On Saturday, the day after the jury was impaneled for former President Donald J. Trump’s hush-money trial in New York, Melania Trump finally returned to the presidential campaign trail. The occasion: the Log Cabin Republicans’ fund-raiser at Mar-a-Lago, at which Mrs. Trump was the guest of honor and addressed the room.

Yes, she’s officially back. And as ambiguously as ever.

While Mrs. Trump’s words on unity and equality may have been directed to the audience in the ballroom, the outfit she chose for the occasion — a covered up black Michael Kors pantsuit with a leather belt wrapped tightly twice around her waist — seemed to be speaking to a different forum entirely.
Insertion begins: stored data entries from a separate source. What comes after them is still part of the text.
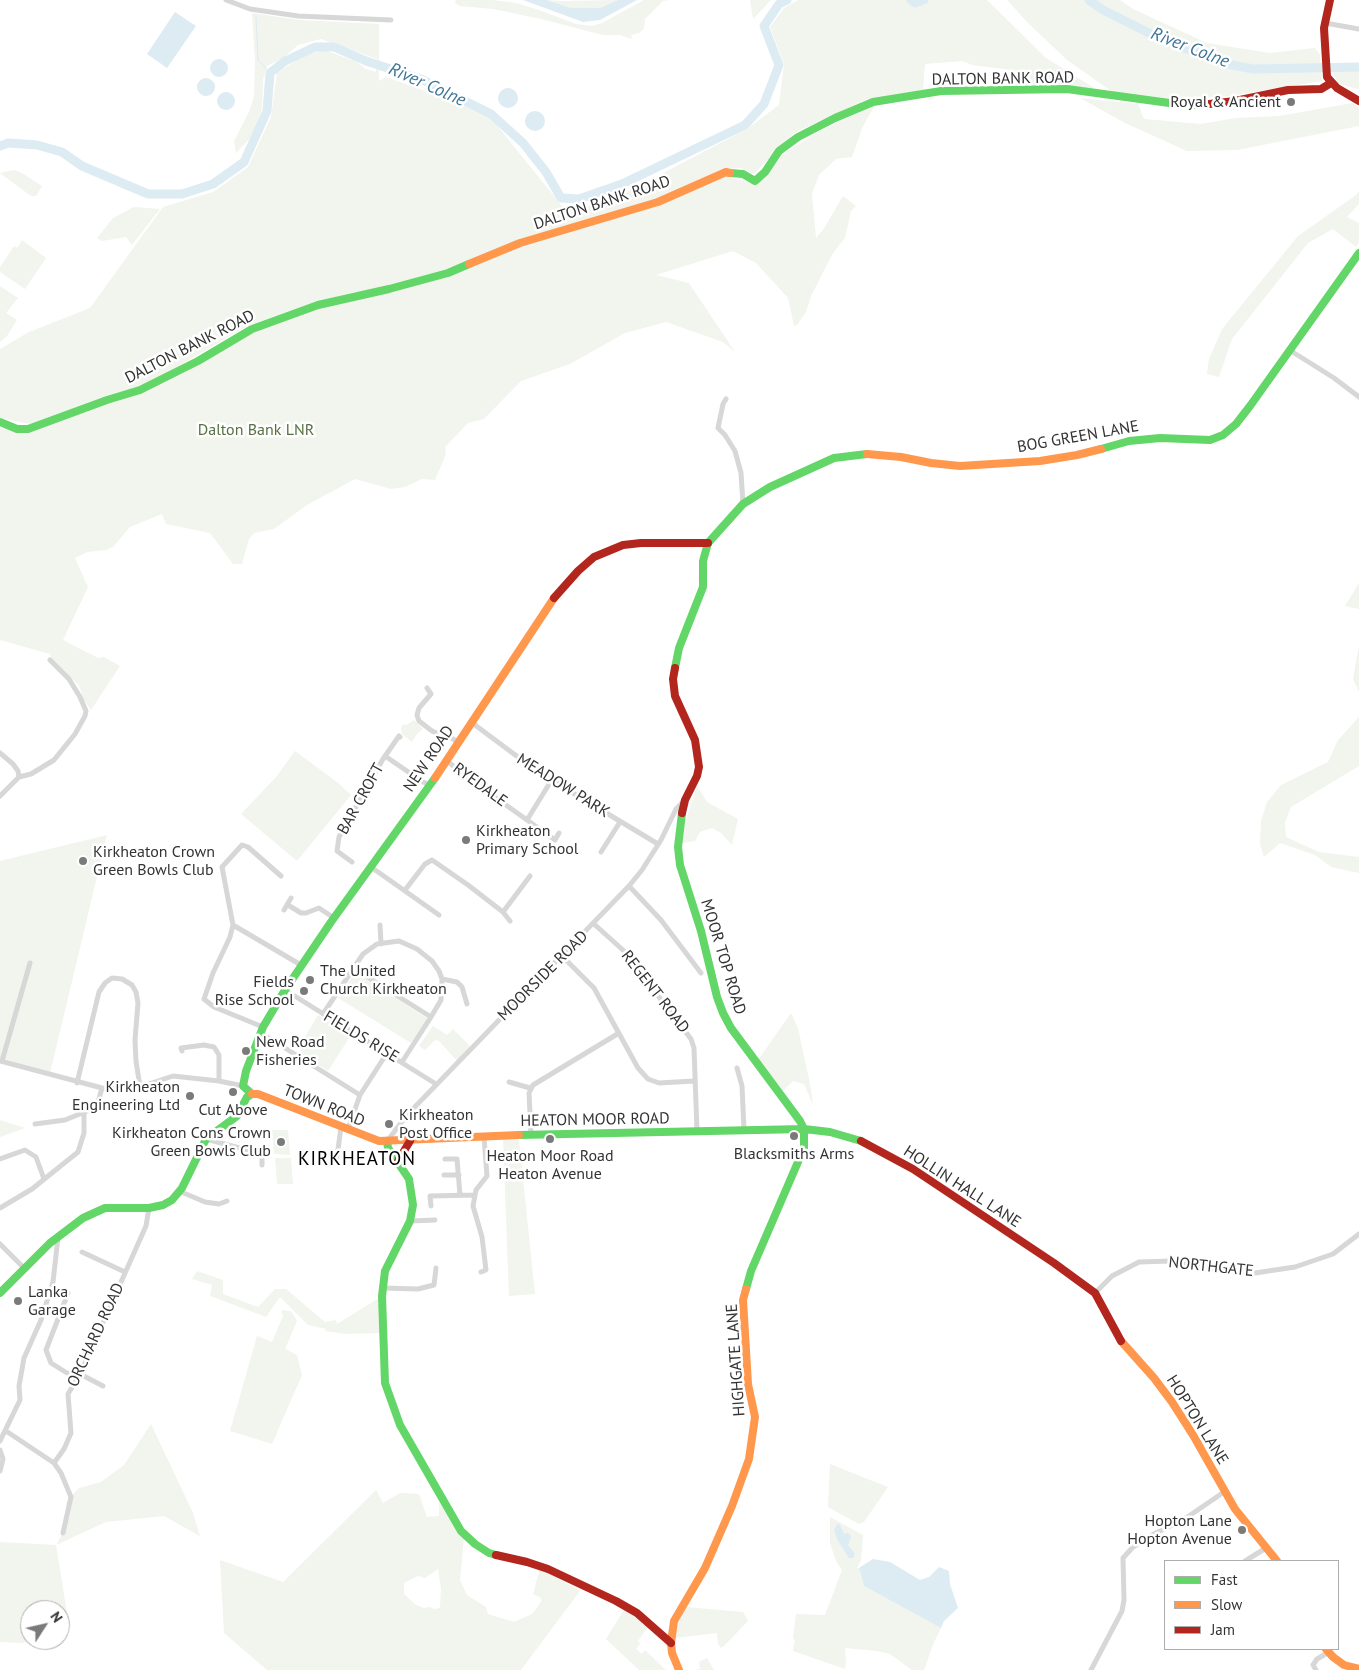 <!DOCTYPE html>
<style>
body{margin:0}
#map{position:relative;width:1359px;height:1670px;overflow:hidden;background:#fff;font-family:"PT Sans",sans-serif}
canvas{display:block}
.legend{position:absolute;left:1164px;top:1560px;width:175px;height:90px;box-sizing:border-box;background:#fff;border:1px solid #adadad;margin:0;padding:6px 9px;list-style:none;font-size:15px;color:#333}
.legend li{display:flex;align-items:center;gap:10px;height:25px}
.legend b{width:25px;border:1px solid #adadad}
.north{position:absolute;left:20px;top:1600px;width:50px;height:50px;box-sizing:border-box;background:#fff;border:1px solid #adadad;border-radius:50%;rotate:55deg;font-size:14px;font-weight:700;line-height:20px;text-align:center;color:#333}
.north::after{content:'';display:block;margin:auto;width:18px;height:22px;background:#7a7a7a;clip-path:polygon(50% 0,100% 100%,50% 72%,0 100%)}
</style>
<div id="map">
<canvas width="1359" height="1670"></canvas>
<ul class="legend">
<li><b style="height:6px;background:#63d668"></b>Fast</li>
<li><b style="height:6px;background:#ff974d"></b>Slow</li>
<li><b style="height:6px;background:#b3261e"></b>Jam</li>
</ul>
<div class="north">N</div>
</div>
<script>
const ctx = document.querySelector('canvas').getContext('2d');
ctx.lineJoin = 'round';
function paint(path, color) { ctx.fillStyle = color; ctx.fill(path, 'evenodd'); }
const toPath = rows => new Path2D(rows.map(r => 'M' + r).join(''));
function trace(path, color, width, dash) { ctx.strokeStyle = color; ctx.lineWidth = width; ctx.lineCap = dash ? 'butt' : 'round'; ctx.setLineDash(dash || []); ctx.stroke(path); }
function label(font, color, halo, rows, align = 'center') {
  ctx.font = font + ' "PT Sans",sans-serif'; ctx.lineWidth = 5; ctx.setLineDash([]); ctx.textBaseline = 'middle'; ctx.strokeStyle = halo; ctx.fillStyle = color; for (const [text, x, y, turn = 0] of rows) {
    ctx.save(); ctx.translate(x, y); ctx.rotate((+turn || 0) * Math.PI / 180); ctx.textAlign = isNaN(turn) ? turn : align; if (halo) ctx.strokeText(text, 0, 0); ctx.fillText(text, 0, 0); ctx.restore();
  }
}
const green = toPath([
 [456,0,493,0,516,3,539,10,576,24,592,26,602,23,644,0,669,0,663,1,645,19,644,29,639,33,631,35,632,39,620,35,603,35,541,19,493,9,460,6,455,3],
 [547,0,563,1,618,0,600,8,571,8],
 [750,0,771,0,753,19],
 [798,0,987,0,1046,58,1096,89,1054,86,1016,86,1019,71,972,65,962,61,925,64,923,90,865,100,794,133,754,174,741,168,723,169,653,200,603,214,606,221,659,206,726,176,754,184,764,178,783,154,822,130,875,105,863,126,852,157,836,159,819,175,812,194,816,238,823,230,843,196,856,206,851,211,845,238,833,253,811,296,806,312,797,325,794,326,788,298,756,263,733,251,656,275,689,283,735,352,723,342,666,322,625,333,570,364,521,381,484,419,468,423,445,447,446,454,435,480,422,479,405,487,391,489,355,479,307,505,274,529,254,533,249,539,242,564,233,564,210,533,166,524,162,514,130,527,113,547,106,550,87,552,75,558,88,587,63,640,98,658,104,657,120,666,91,710,83,699,79,685,52,661,50,654,0,640,0,427,26,433,150,390,184,373,255,331,294,313,354,300,356,292,315,302,249,325,172,370,138,387,105,396,30,424,0,418,0,349,29,332,90,308,163,207,213,192,248,167,271,117,277,73,304,55,325,50,357,62,366,69,376,72,377,59,321,39,298,45,283,58,267,66,263,80,262,109,252,136,236,153,234,141,249,112,254,97,255,62,252,13,299,20,379,24,379,81,386,77,454,101,491,118,562,206,600,206,747,129,779,105,784,64,770,27,784,8],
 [1007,0,1120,0,1133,9,1207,43,1270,53,1315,48,1320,55,1322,81,1229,96,1164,100,1114,93,1067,60,1027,22],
 [1332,71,1359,71,1359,89,1338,84],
 [1080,98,1138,104,1144,119,1201,124,1236,118,1279,116,1353,103,1359,108,1359,126,1237,150,1187,151,1125,123],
 [14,170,22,173,42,186,36,196,31,196,0,173],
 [1359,191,1359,204,1347,217,1359,223,1359,242,1356,247,1333,229,1308,243,1232,339,1219,377,1207,374,1209,359,1222,329,1298,236,1356,195],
 [134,207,160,209,132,245,126,237,102,241,97,238,113,218],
 [22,240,46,258,25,289,0,272,0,267,14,246,17,248],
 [0,286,18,298,6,313,17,320,7,336,0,342],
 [1359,583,1359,609,1345,606],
 [1359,645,1359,692,1353,679],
 [1359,717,1359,766,1291,807,1285,823,1286,837,1319,852,1359,857,1359,873,1331,867,1315,855,1280,843,1264,857,1260,844,1261,821,1267,802,1281,785,1328,762,1338,740],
 [414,720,423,729,417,734,412,742,402,734,401,728,403,724,406,725],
 [295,751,337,782,351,795,297,861,241,814,276,777],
 [697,786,707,802,738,819,732,845,721,833,712,828,700,832,695,841,682,843,686,819],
 [107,835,50,1073,0,1058,0,861],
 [354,974,358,974,427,1018,426,1022,411,1043,338,998],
 [791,1013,798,1028,810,1084,813,1105,804,1084,793,1081,783,1091,758,1060],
 [318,1015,351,1035,328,1071,299,1053,306,1042,303,1040],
 [433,1026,447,1035,453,1029,470,1046,457,1061,439,1041,435,1040,425,1050,419,1046],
 [0,1120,25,1128,0,1137],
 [272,1130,288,1130,290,1155,274,1154],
 [503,1138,519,1140,535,1294,509,1296],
 [275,1158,291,1158,293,1184,277,1184],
 [197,1271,223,1280,223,1294,258,1307,275,1289,286,1289,325,1322,336,1320,337,1324,379,1298,380,1333,346,1334,324,1331,326,1329,308,1325,280,1297,266,1317,210,1296,212,1285,192,1279],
 [281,1310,291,1311,297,1321,285,1349,297,1355,302,1375,272,1444,230,1431,257,1336,272,1342,283,1316],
 [151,1424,193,1513,200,1536,164,1516,106,1522,56,1545,69,1625,60,1630,60,1610,30,1610,30,1640,36,1640,21,1643,0,1642,0,1542,56,1545,63,1533,67,1501,79,1488,101,1482,124,1465],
 [830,1464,888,1487,864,1522,859,1524,828,1507],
 [376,1490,383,1503,400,1493,419,1494,427,1517,439,1516,439,1502,464,1538,460,1580,467,1595,486,1607,488,1614,514,1622,532,1614,541,1602,541,1598,533,1594,540,1568,580,1591,521,1670,267,1670,224,1633,220,1560,283,1582],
 [438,1569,441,1589,440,1608,434,1609,430,1607,424,1608,416,1605,404,1594,404,1583,418,1576,425,1578],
 [830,1517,863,1535,861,1560,857,1568,859,1568,864,1586,941,1628,934,1642,924,1670,912,1670,890,1654,877,1651,845,1648,846,1663,845,1669,793,1651,795,1641,793,1638,796,1614,825,1615,842,1570,836,1561,830,1543],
 [687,1607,743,1612,748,1621,724,1646,721,1648,718,1644,717,1633,674,1638,678,1622],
 [625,1608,648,1627,638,1641,640,1644,636,1649,642,1654,645,1650,666,1670,639,1670,606,1639],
 [707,1658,714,1670,694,1670,700,1669,699,1662]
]);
const water = toPath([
 [523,0,547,0,571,8,600,8,618,0,637,0,600,20,583,22],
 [175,12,196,26,167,68,147,54],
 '210 68a9 9 0 1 1 18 0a9 9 0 1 1-18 0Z',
 '197 87a9 9 0 1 1 18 0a9 9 0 1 1-18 0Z',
 '498 98a10 10 0 1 1 20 0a10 10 0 1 1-20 0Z',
 '217 101a9 9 0 1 1 18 0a9 9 0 1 1-18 0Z',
 '525 121a10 10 0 1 1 20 0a10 10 0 1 1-20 0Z',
 [838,1523,841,1527,844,1534,848,1533,851,1536,848,1545,855,1554,853,1558,849,1558,837,1539,834,1530],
 [873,1559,890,1562,920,1580,929,1577,939,1567,949,1571,950,1584,958,1608,944,1621,941,1628,864,1586,859,1568]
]);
const stream = toPath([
 [256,17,258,60,270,73]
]);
const river = toPath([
 [911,0,915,3,924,0],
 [1089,0,1103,10,1155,36,1222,63,1253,69,1359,67],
 [0,146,8,143,37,145,62,152,82,166,148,194,182,194,213,184,244,162,267,111,270,73,285,61,315,47,334,47,366,61,421,79,491,114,523,143,546,172,561,198,579,199,622,184,745,125,764,104,779,65,764,26,779,4,787,0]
]);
const street = toPath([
 [226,0,250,9,298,16,391,20],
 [1325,23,1359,29],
 [1291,351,1334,378,1359,397],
 [726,399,723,404,718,428,725,435,735,451,741,473,743,504],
 [427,688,431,694,419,708,417,715,419,721,432,731,439,734,446,735,458,742],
 [471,722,538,772,658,844],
 [0,753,13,764,18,771,19,777,0,796],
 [385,756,423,782,430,785],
 [446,760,464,775,555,840,559,833],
 [19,777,31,774,54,760,75,734,85,716,86,711,80,697,69,679,50,660],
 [527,820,551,781],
 [601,852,620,822],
 [352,862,337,851,339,837,383,759,399,736,400,737],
 [371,867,439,915],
 [629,886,661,920,701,973],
 [405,890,425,864,432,860,468,885,503,912,510,921],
 [288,905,301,913,306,913,319,908,334,918],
 [284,910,291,898],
 [503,912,530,876],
 [594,924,624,951,691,1039,694,1048,697,1131],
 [233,925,301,965],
 [380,925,381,944],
 [562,956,594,988,638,1068,648,1079,659,1083,694,1081],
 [353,968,431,1017],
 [442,979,457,982,462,987,467,1004],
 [285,990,436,1084],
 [323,1014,363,954,377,944,399,941,417,949,432,961,439,971,442,979,441,1000,431,1017,402,1062],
 [263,1027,214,1007,204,999,213,973,230,937,233,925,222,867,242,845,248,847,281,876],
 [261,1033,360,1095],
 [182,1051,181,1048,204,1045,214,1047,219,1055,219,1081],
 [0,1061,102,1088,126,1089,140,1087,173,1076,219,1081,243,1086],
 [2,1061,30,963],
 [737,1068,742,1086,744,1130],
 [509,1082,530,1088],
 [77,1083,99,992,105,983,112,978,122,979,132,985,136,992,138,1003,135,1040,136,1061,140,1087],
 [35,1124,65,1120,92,1109,98,1102,102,1088],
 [348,1129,360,1095,387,1053],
 [531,1135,529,1093,533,1085,619,1033],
 [206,1139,262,1154,262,1165],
 [388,1140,407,1115,629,886,642,870,661,840,676,809,685,800],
 [337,1157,341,1127],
 [0,1159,25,1150,36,1157,44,1179],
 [445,1159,457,1159,460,1195],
 [444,1175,459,1175],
 [179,1191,205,1202,219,1204,227,1201],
 [431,1206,430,1196,475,1195],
 [0,1208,32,1189,78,1152,84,1133,84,1113],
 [410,1221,435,1220],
 [0,1244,25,1269],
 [82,1252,125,1272],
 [481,1272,486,1270,482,1237,473,1206,476,1190,487,1176,484,1137],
 [383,1288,418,1289,434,1285,436,1268],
 [68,1293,46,1350,51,1363,67,1373,80,1374,103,1386],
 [1095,1293,1112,1276,1139,1262,1171,1261,1213,1269,1255,1273,1295,1267,1333,1254,1359,1234],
 [6,1431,54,1463,61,1473,71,1497,63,1533],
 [0,1441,20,1400,19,1386,24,1358,41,1320,53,1282,58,1237],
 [0,1450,3,1459,0,1471],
 [54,1463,64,1449,71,1433,68,1394,80,1374,146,1226,149,1208],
 [1245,1561,1266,1548],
 [1091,1670,1122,1611,1124,1600,1123,1558,1133,1547,1154,1534,1186,1518,1224,1492],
 [1316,1670,1313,1665,1317,1659,1329,1652]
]);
const fast = toPath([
 [730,173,743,174,755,181,765,172,779,151,798,137,835,118,873,102,941,91,1067,89,1184,105,1201,105],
 [0,422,17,429,28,429,107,400,140,390,198,361,252,329,318,305,389,289,448,273,469,264],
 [1101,449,1129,441,1160,438,1210,440,1223,435,1236,424,1250,406,1359,253],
 [675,668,679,648,703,587,703,561,708,543,743,504,770,487,834,458,867,454],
 [682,813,678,847,680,865,701,931,717,997,723,1013,731,1028,800,1121,804,1129,804,1148,751,1271,746,1289],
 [252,1094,243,1086,246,1071,263,1027,285,990,331,922,435,778],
 [519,1135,804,1129,830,1132,861,1141],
 [387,1141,388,1148,409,1179,413,1205,410,1221,385,1271,382,1296,385,1383,400,1425,461,1531,475,1544,489,1553,496,1555],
 [0,1293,50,1243,83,1218,105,1208,149,1208,163,1205,172,1200,182,1188,206,1139,237,1116,247,1097,252,1094]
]);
const slow = toPath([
 [469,264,520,243,658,202,726,172,730,173],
 [867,454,901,457,931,463,960,466,1040,461,1077,455,1101,449],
 [435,778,554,598],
 [252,1094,258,1094,379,1141,519,1135],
 [1121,1341,1154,1378,1172,1402,1193,1435,1235,1509,1277,1561],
 [1326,1649,1333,1657,1344,1665,1359,1669],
 [679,1670,672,1653,671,1643,674,1621,705,1568,732,1506,749,1459,755,1417,748,1384,743,1300,746,1289]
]);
const jam = toPath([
 [1330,0,1324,28,1327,77,1337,88,1359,101],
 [1201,105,1235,101,1288,90,1321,89,1331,83],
 [554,598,578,571,594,557,623,545,641,543,708,543],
 [675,668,673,679,675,696,695,740,699,767,697,776,685,800,682,813],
 [861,1141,913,1169,1054,1263,1095,1293,1121,1341],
 [398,1161,410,1141],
 [496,1555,527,1562,548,1569,616,1601,637,1613,671,1643]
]);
const markers = [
 [1291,102,5,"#7a7a7a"],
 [466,840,5,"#7a7a7a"],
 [83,861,5,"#7a7a7a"],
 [310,980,5,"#7a7a7a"],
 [304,991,5,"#7a7a7a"],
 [246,1051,5,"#7a7a7a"],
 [233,1092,5,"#7a7a7a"],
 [190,1096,5,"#7a7a7a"],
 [389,1124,5,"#7a7a7a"],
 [794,1136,5,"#7a7a7a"],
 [550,1139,5,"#7a7a7a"],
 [281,1142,5,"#7a7a7a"],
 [18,1301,5,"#7a7a7a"],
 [1242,1530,5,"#7a7a7a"]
];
const streetNames = [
 ["DALTON BANK ROAD",1003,79,-1],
 ["DALTON BANK ROAD",602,203,-18],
 ["DALTON BANK ROAD",190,347,-27],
 ["BOG GREEN LANE",1078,437,-10],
 ["NEW ROAD",429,759,-56],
 ["RYEDALE",480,785,36],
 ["MEADOW PARK",563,786,32],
 ["BAR CROFT",361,799,-61],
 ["MOOR TOP ROAD",723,957,73],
 ["MOORSIDE ROAD",543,976,-45],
 ["REGENT ROAD",655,992,52],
 ["FIELDS RISE",361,1037,31],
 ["TOWN ROAD",324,1106,22],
 ["HEATON MOOR ROAD",595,1120,-1],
 ["HOLLIN HALL LANE",962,1187,33],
 ["NORTHGATE",1211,1267,6],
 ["ORCHARD ROAD",96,1335,-65],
 ["HIGHGATE LANE",736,1360,-94],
 ["HOPTON LANE",1197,1420,58]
];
const poiNames = [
 ["Royal & Ancient",1281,102,"right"],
 ["Kirkheaton",476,831],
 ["Primary School",476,849],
 ["Kirkheaton Crown",93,852],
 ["Green Bowls Club",93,870],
 ["The United",320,971],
 ["Church Kirkheaton",320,989],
 ["Fields",294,982,"right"],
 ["Rise School",294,1000,"right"],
 ["New Road",256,1042],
 ["Fisheries",256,1060],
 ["Kirkheaton",180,1087,"right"],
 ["Engineering Ltd",180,1105,"right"],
 ["Cut Above",233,1110,"center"],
 ["Kirkheaton",399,1115],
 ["Post Office",399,1133],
 ["Kirkheaton Cons Crown",271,1133,"right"],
 ["Green Bowls Club",271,1151,"right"],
 ["Blacksmiths Arms",794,1154,"center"],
 ["Heaton Moor Road",550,1156,"center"],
 ["Heaton Avenue",550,1174,"center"],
 ["Lanka",28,1292],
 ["Garage",28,1310],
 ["Hopton Lane",1232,1521,"right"],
 ["Hopton Avenue",1232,1539,"right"]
];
const parkNames = [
 ["Dalton Bank LNR",256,430]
];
const waterNames = [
 ["River Colne",1190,48,21],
 ["River Colne",427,85,24]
];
const quarterNames = [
 ["KIRKHEATON",357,1160]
];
paint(green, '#f1f5ed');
paint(water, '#ddebf3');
trace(stream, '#ddebf3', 1);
trace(river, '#ddebf3', 9);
trace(street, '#d7d7d7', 5);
trace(fast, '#63d668', 8);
trace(slow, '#ff974d', 8);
trace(jam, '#b3261e', 8);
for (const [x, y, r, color] of markers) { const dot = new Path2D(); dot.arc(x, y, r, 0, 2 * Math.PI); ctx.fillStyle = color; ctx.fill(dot); trace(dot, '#fff', 2); }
label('16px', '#333', '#fff', streetNames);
label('16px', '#333', '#fff', poiNames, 'left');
label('16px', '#56703f', '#fff', parkNames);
label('italic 18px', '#3f7597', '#fff', waterNames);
ctx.letterSpacing = '1px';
label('19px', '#000', '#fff', quarterNames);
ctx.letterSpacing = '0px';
</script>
One scrolling past the images she and the event’s organizers posted to their social media feeds and focused on what was going on in a courtroom farther north, where she conspicuously has yet to appear but where her ghostly presence hovers over the proceedings.

After all, in the psychographic geography of dress, black (the color of seriousness, of doom, of downtown, of ninjas, of mourning) is not exactly what one might expect at a Palm Beach party. At a New York event, on the other hand …

It’s not even what Mrs. Trump herself has been wearing at her recent unofficial forays into the public eye: the floral pink she wore to accompany her husband to an earlier fund-raiser, for example, or the variations on white she wore to cast her primary vote and for Easter. It’s not the polka dots she wore back in 2022, when Mr. Trump announced his third bid for president.

Black, one Palm Beach denizen said, is almost “never seen” locally. Mrs. Trump didn’t even wear black to the memorial for Rosalynn Carter, the only former first lady in attendance to eschew the color, opting instead for gray tweed Dior.

Yet there she was, in her much ballyhooed 2024 debut for her husband’s campaign, one that she and her team knew would be keenly watched — in black. The import was either funereal or fighting ready, depending on your perspective. Either way, it wasn’t neutral.